A hospital neonatal unit. / sur / ATLAS

Pediatric intensive care units in Spain under severe pressure from wave of respiratory illnesses

Doctors say hospital accident and emergency departments are seeing 40% more cases than usual and the viruses have begun much earlier this year

ÁLVARO SOTO MADRID.

Pediatric intensive care units all over Spain are under serious pressure due to a wave of bronchiolitis cases in children. In recent weeks hospital accident and emergency units have treated 40% more cases of respiratory illnesses than before the pandemic, mainly due to respiratory syncytial virus, said the Spanish Pediatric Emergencies Society, which has raised the alarm due to fears that the ICUs will not be able to cope with the number of young patients.

The preventive measures against Covid-19 and now the end of restrictions has caused changes to the timing of these viruses.

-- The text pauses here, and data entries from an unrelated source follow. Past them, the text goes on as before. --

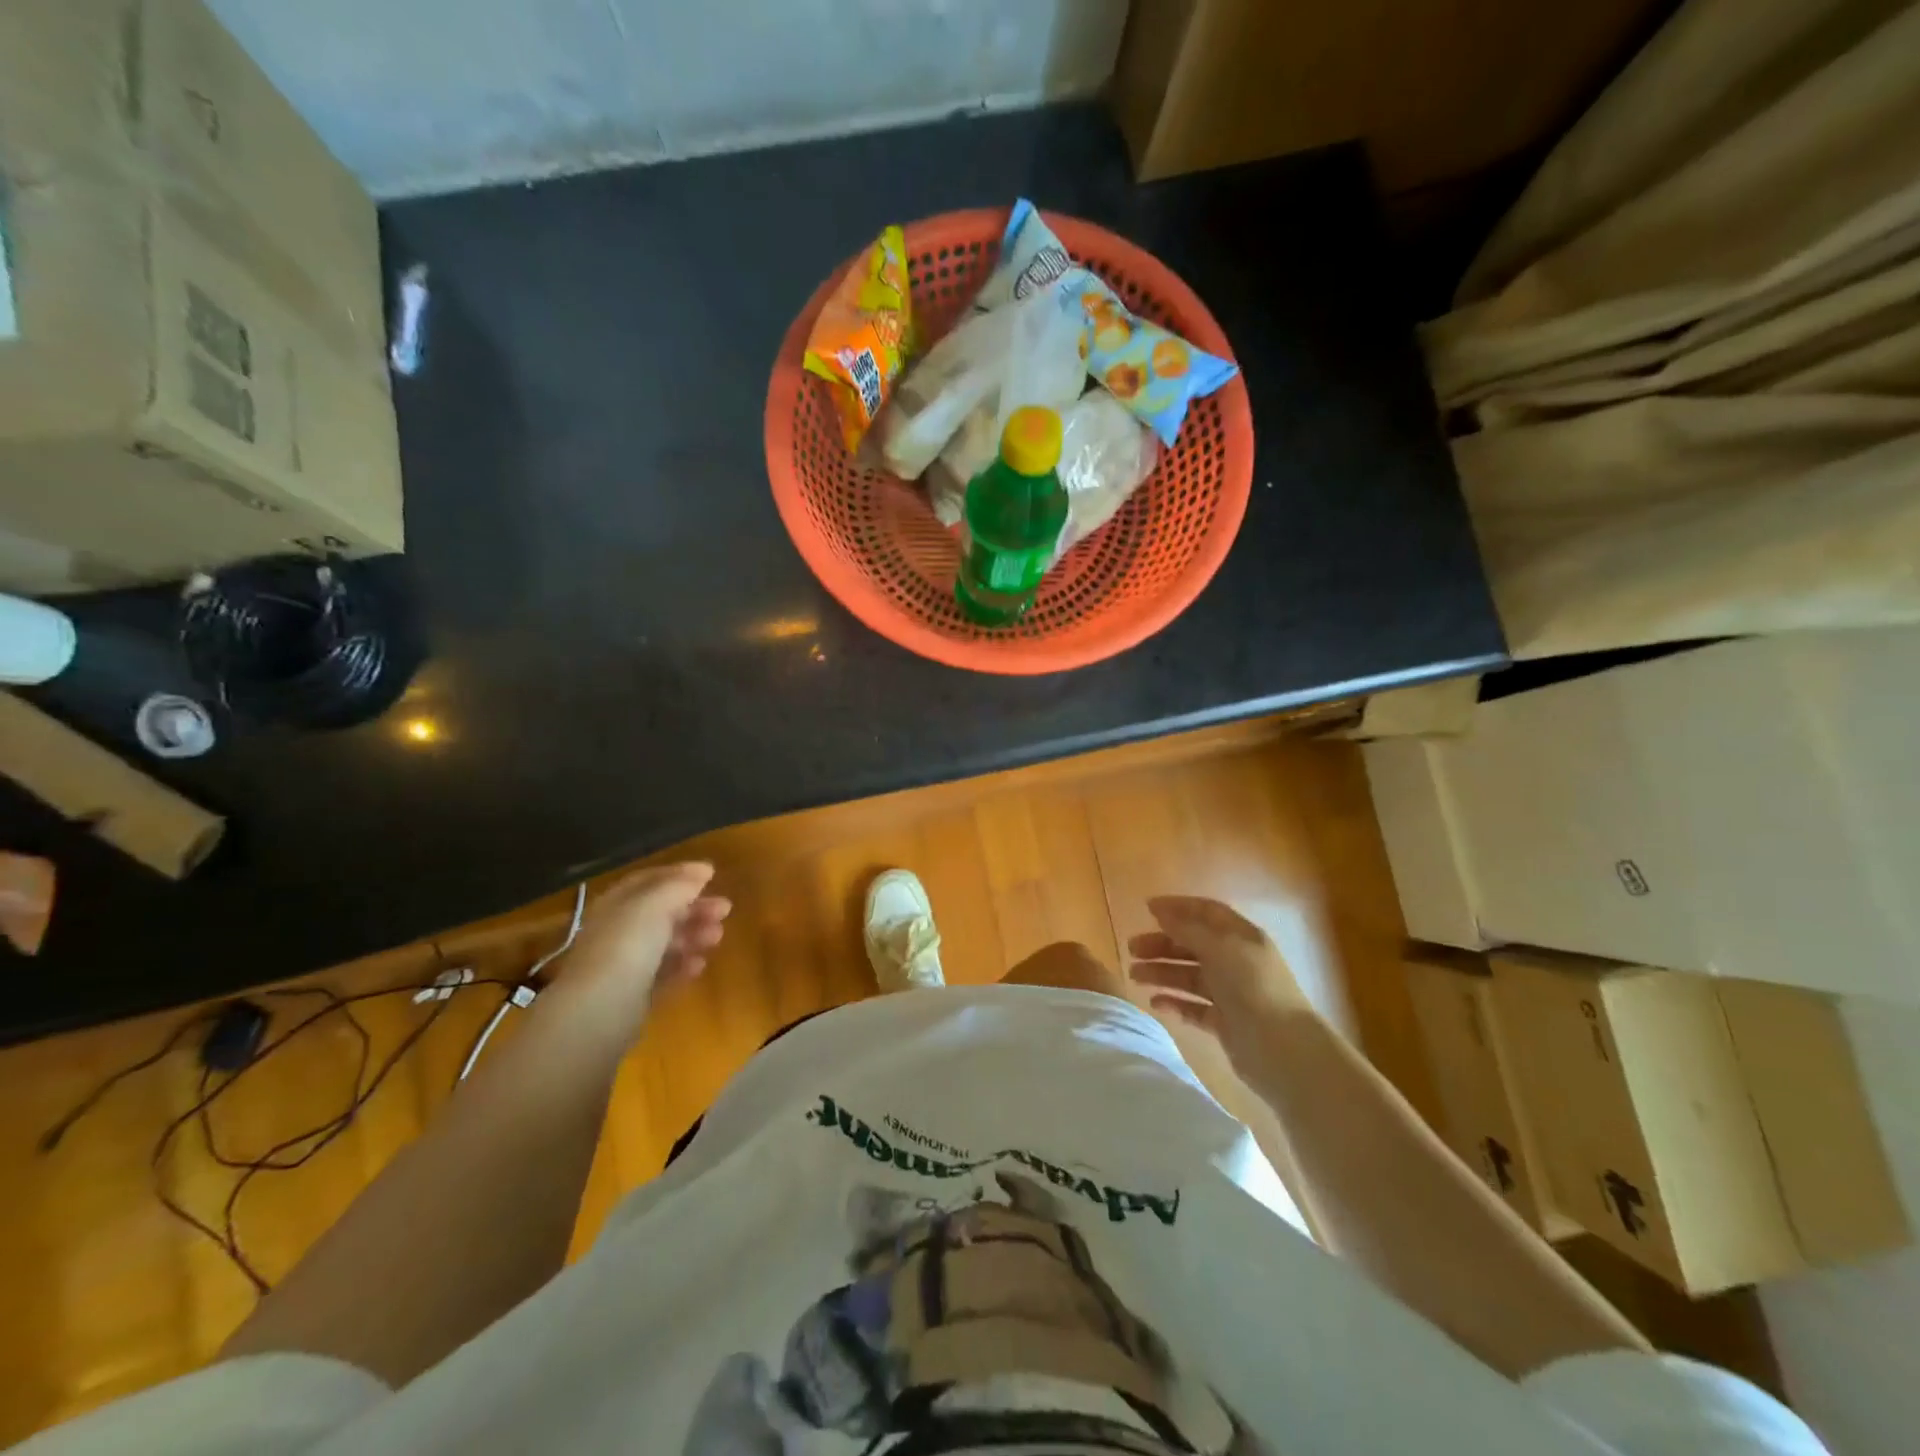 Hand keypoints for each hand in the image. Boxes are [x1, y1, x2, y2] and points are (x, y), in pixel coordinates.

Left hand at [553, 863, 730, 1022]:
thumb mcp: (655, 905)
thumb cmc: (626, 946)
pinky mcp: (632, 996)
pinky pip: (662, 974)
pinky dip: (682, 966)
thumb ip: (679, 886)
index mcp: (616, 904)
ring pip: (664, 943)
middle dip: (693, 908)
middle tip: (725, 909)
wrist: (599, 1011)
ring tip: (717, 937)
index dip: (679, 874)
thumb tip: (702, 871)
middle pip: (660, 913)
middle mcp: (617, 931)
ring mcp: (623, 965)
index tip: (711, 874)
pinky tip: (700, 965)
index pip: (648, 881)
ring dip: (693, 936)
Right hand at [1127, 896, 1312, 1076]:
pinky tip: (1155, 1003)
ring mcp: (1231, 993)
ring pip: (1189, 976)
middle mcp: (1236, 961)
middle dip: (1161, 944)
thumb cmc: (1252, 987)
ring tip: (1134, 977)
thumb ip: (1187, 929)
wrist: (1283, 1050)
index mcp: (1241, 937)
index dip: (1178, 908)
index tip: (1146, 909)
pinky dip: (1174, 1002)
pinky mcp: (1225, 1023)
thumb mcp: (1219, 948)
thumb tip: (1160, 910)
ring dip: (1162, 972)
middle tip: (1131, 950)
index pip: (1206, 913)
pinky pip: (1193, 1007)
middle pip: (1193, 945) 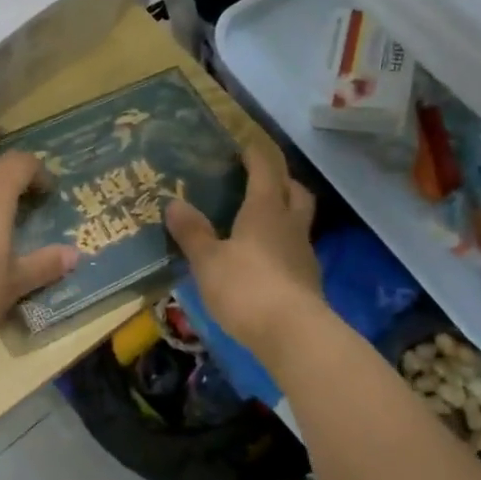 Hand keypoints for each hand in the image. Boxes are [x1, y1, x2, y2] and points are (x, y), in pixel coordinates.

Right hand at [165, 144, 323, 361]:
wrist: (293, 334)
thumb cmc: (245, 287)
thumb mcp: (207, 260)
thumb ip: (192, 232)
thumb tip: (173, 203)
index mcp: (266, 210)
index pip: (266, 169)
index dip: (255, 154)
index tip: (243, 145)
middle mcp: (290, 224)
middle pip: (294, 191)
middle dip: (281, 180)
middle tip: (260, 180)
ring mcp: (303, 253)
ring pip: (298, 221)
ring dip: (284, 213)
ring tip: (258, 221)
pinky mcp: (307, 281)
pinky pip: (294, 250)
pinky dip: (281, 245)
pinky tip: (263, 259) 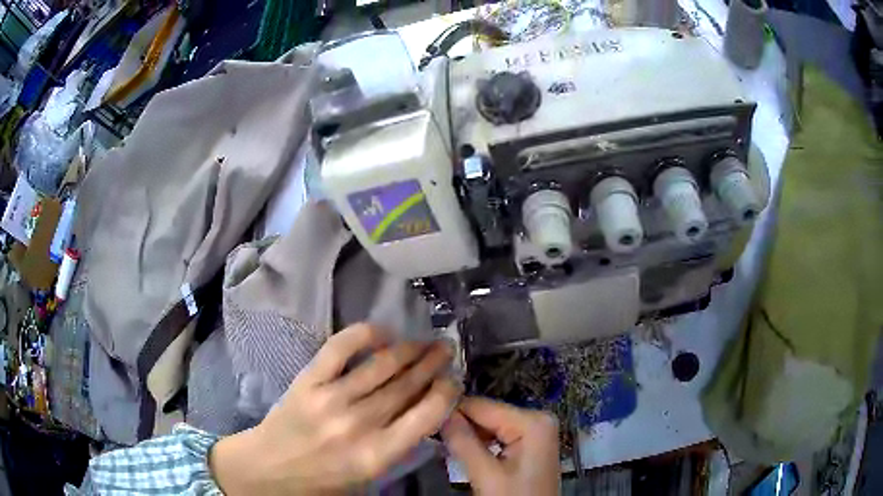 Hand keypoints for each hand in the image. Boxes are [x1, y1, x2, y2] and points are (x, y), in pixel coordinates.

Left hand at [209, 323, 460, 494]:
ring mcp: (331, 398)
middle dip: (433, 364)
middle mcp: (359, 424)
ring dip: (409, 349)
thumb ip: (398, 445)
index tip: (453, 379)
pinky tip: (383, 331)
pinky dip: (365, 334)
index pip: (427, 415)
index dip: (446, 391)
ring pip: (382, 365)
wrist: (269, 469)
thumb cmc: (323, 480)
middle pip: (407, 385)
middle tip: (446, 349)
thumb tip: (424, 408)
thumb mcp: (370, 475)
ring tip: (426, 341)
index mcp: (378, 455)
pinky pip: (340, 348)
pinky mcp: (308, 380)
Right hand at [442, 397, 559, 494]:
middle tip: (433, 437)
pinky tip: (465, 451)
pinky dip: (481, 443)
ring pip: (490, 424)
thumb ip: (462, 441)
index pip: (481, 405)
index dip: (451, 412)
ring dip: (468, 435)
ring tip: (445, 445)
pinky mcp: (531, 443)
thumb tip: (438, 410)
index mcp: (531, 421)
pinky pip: (499, 434)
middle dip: (461, 425)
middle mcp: (538, 417)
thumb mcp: (486, 474)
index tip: (426, 421)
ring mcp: (536, 430)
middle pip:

Before the pandemic the first cases usually occurred in late October but this year they began in July and doctors say the peak has not yet been reached.

“Our main concern is that at present we do not know how high the peak will be nor whether the cases will be more serious than in other years, or how long this epidemic will coincide with other viruses such as flu and Covid,” said Paula Vázquez, the president of the Society.

Babies and children under four most affected

The Sentinel Surveillance system for acute respiratory infection in primary care and hospitals, which monitors flu, Covid-19 and other viruses, shows a clear increase in contagion, principally in babies and children up to four years old in the week beginning 10 November.

The rise in the number of cases is causing a significant delay in treatment in pediatric intensive care units all over Spain, partly due to staff shortages and also a lack of space in observation units and the number of hospital and critical care beds, the Society said, and this is affecting the quality of care for patients.

Among other measures, pediatricians are calling for spaces to be created where children can be looked after while waiting for a bed in a ward or ICU; pre-admission rooms, where they can wait under suitable conditions; rapid detection tests for respiratory viruses, flu and lung ultrasound to be available at the bedside; a real-time observatory of respiratory viruses to be created and more health care professionals employed at all levels.